I was between books, picking new ones up wondering what to to go for, read the first few paragraphs of this and didn't want to stop. I liked the prose and seemed to be in just the right mood.

Greybeard is the story of people thrown together by circumstances and travelling down a river to the sea. Unfortunately, the "circumstances" are the end of the world, or at least the end of the human component to the world. A few decades ago, an "accident" has rendered humanity and some animals sterile : children have vanished and people are getting old. With the general collapse, nature is now rapidly reclaiming the world and what people survive exist in small isolated pockets, aging and some reverting to an existence informed by rumour, myth and fable. Forests reassert themselves and the nights are dark.

Greybeard is a melancholic story told in a beautifully lyrical style. Aldiss has a way with words in a sometimes spartan way. Great descriptions of the new natural world taking shape as Man diminishes; mist, water, oak and badger come into focus now. The characters, especially Algernon Timberlane ("Greybeard") and his wife Martha, come to life in a special way I think and their love is beautifully described. Martha has a great wit.

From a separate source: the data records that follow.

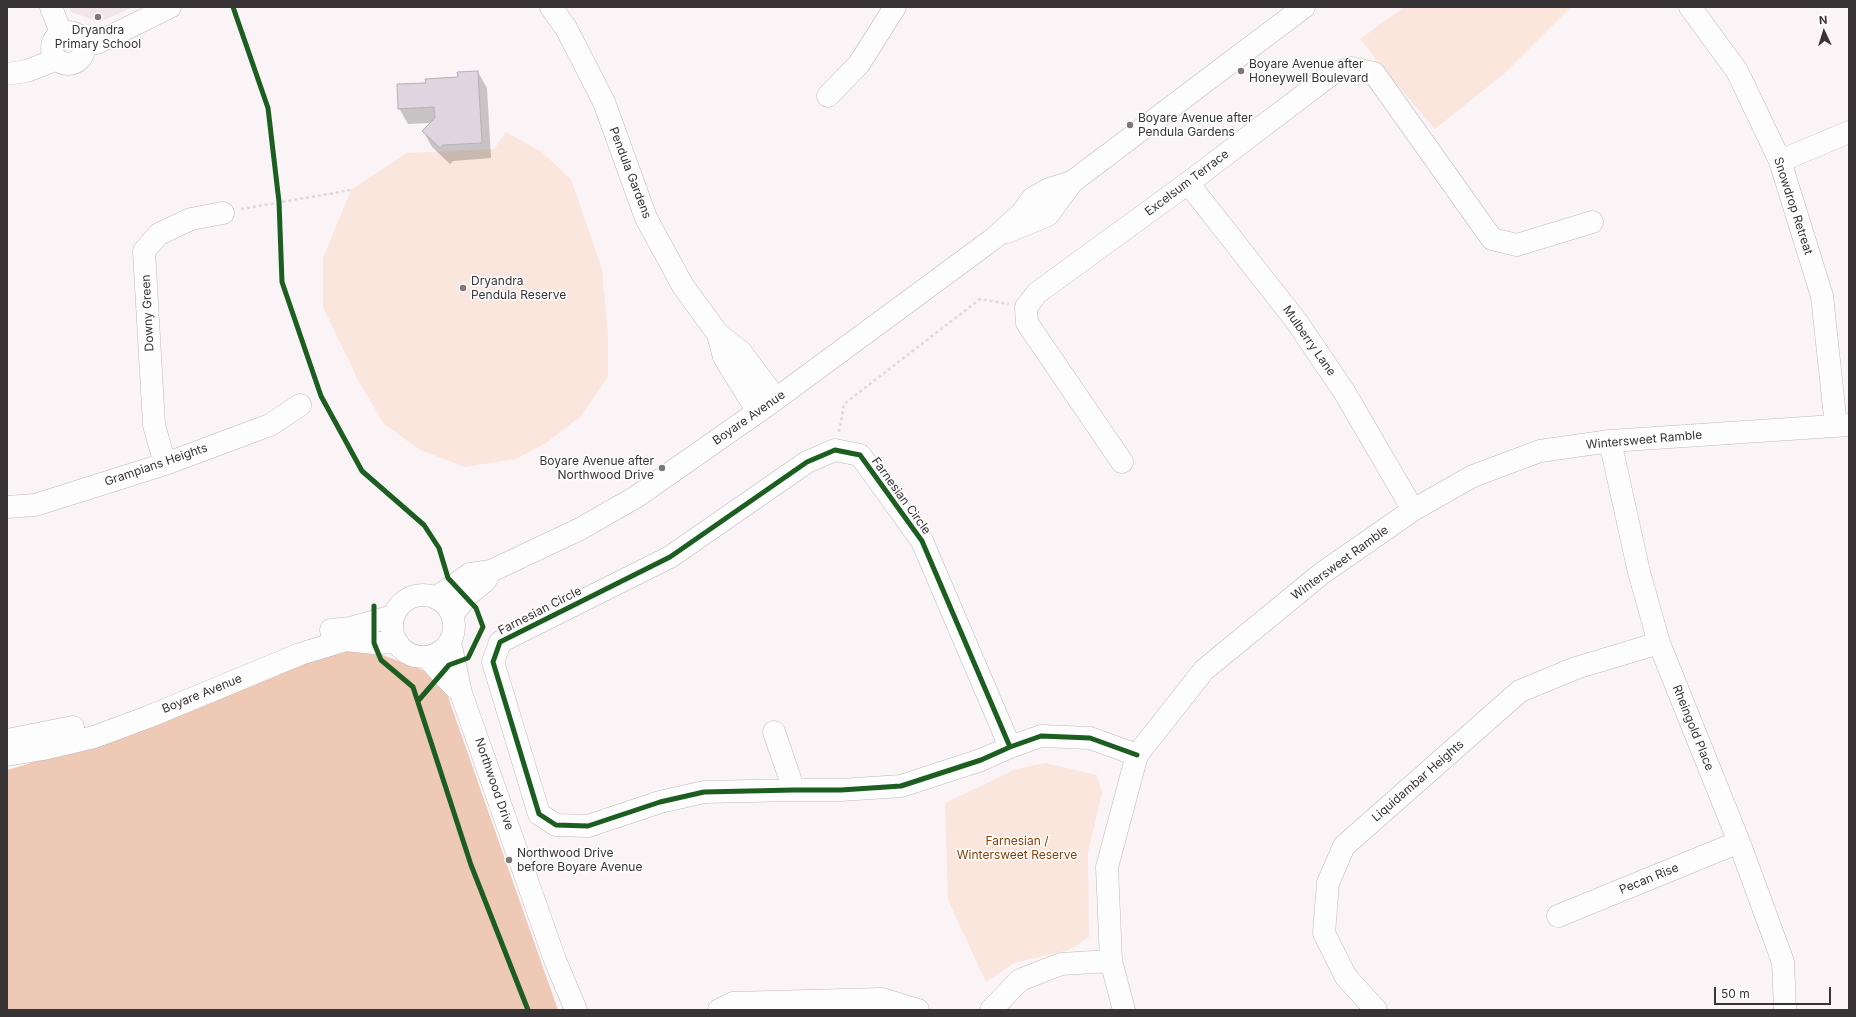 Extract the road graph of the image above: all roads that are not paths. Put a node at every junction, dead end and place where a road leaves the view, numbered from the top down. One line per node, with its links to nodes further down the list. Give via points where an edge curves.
1 (51, 7): 7 (street)
2 (170, 7): 8 (street, via 97,43)
3 (551, 7): 17 (street, Pendula Gardens, via 566,28 604,102 646,218 683,286)
4 (895, 7): 11 (street, via 859,64)
5 (1304, 7): 18 (street, Boyare Avenue, via 1072,182 1048,215 993,239)
6 (1690, 7): 13 (street, Snowdrop Retreat, via 1737,72)
7 (61, 33): 8 (street, via 74,32 80,36); 9 (street, via 56,38 52,50)
8 (84, 45): 9 (street, via 82,56 74,63)
9 (57, 59): 10 (street, via 28,70)
10 (7, 74)
11 (828, 96)
12 (1849, 132): 13 (street)
13 (1780, 161): 21 (street, Snowdrop Retreat, via 1822,296)
14 (1188, 183): 16 (street, Excelsum Terrace, via 1333,73 1351,68 1374,73 1492,239 1517,246); 23 (street, Excelsum Terrace, via 1037,293 1026,308 1027,322); 26 (street, Mulberry Lane, via 1297,322 1345,393)
15 (223, 213): 24 (street, Downy Green, via 191,219 159,234 144,251 154,425)
16 (1592, 222)
17 (718, 334): 18 (street, Pendula Gardens, via 741,352); 20 (street, Pendula Gardens, via 724,357)
18 (776, 399): 20 (street, Boyare Avenue)
19 (300, 406): 24 (street, Grampians Heights, via 270,425)
20 (758, 412): 27 (street, Boyare Avenue, via 636,497 580,528)
21 (1843, 426): 22 (street, Wintersweet Ramble)
22 (1610, 441): 26 (street, Wintersweet Ramble, via 1540,451 1473,476); 33 (street, Rheingold Place, via 1639,572)
23 (1122, 462)
24 (165, 464): 25 (street, Grampians Heights, via 35,505)
25 (7, 507)
26 (1413, 510): 39 (street, Wintersweet Ramble, via 1321,574 1204,670)
27 (491, 571): 28 (street, Boyare Avenue, via 470,574); 29 (street, Boyare Avenue, via 485,581)
28 (436, 597): 29 (street, via 446,604); 30 (street, via 421,594 413,596 400,605)
29 (453, 614): 32 (street, via 455,624)
30 (393, 616): 31 (street, via 392,628); 37 (street, Boyare Avenue, via 350,628 327,630 283,645 103,719)
31 (397, 642): 34 (street, via 410,654); 40 (street, Boyare Avenue, via 346,640 300,654 94,737)
32 (450, 642): 34 (street, via 440,652); 35 (street, Northwood Drive)
33 (1659, 643): 42 (street, Rheingold Place); 50 (street, Liquidambar Heights, via 1576,668 1520,691 1344,846 1328,883 1324,933 1346,977)
34 (427, 657): 35 (street, Northwood Drive)
35 (462, 693): 45 (street, Northwood Drive, via 554,960)
36 (774, 732): 41 (street)
37 (7, 740)
38 (1010, 746): 39 (street, Farnesian Circle, via 1041,736 1090,738); 41 (street, Farnesian Circle, via 981,760 901,786); 41 (street, Farnesian Circle, via 922,541 860,456 835,450 807,462 670,557 500,642 493,662 539,814 556,825 588,826 660,802 704,792)
39 (1137, 755): 44 (street, Wintersweet Ramble, via 1107,867)
40 (7, 756)
41 (794, 790)
42 (1739, 842): 43 (street, Pecan Rise); 51 (street, Rheingold Place, via 1783,962)
43 (1558, 916)
44 (1111, 961): 48 (street, via 1061,964 1020,980); 49 (street, Wintersweet Ramble)
45 (576, 1010)
46 (719, 1010): 47 (street, via 733,1003 882,999)
47 (918, 1010)
48 (991, 1010)
49 (1124, 1010)
50 (1376, 1010)
51 (1785, 1010)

I hesitate to call the novel "gentle", it is a story of the end of the world after all and there is certainly some violence depicted. But this is not dwelt upon and no brutality. There is always a background possibility of danger of course. I've seen it described as "pastoral", and I think this fits and what makes the book so good. I've read three great novels from Aldiss now: Non-Stop, Hothouse and now this. I think Greybeard might be my favourite.

I am also reading Billion Year Spree by Brian Aldiss. This is his history of Science Fiction, first published in 1973 (the edition I have) and updated in 1986 (as "Trillion Year Spree"). Aldiss was also a very good reviewer, historian of literature and literary thinker. This history book covers Mary Shelley, Poe, to Wells and all the way up to the New Worlds era. Quite opinionated of course, and perhaps quite a few you might disagree with, but always interesting.

There is also another thing I started to notice about Aldiss' writing: his use of very unusual words sometimes. I have a fair vocabulary but do sometimes come across a word I've not seen before (I noticed this with a "literary" writer like A.S. Byatt or Iris Murdoch) but I've seen it a few times now with Aldiss. In Greybeard for instance, examples include: metoposcopy, tenebrific, tatterdemalion. Looking them up: divination through lines on a forehead, dark and gloomy (obviously from "tenebrae": shadows, darkness) and ragged or disreputable. I could infer tenebrific and tatterdemalion I think. Unusual words though.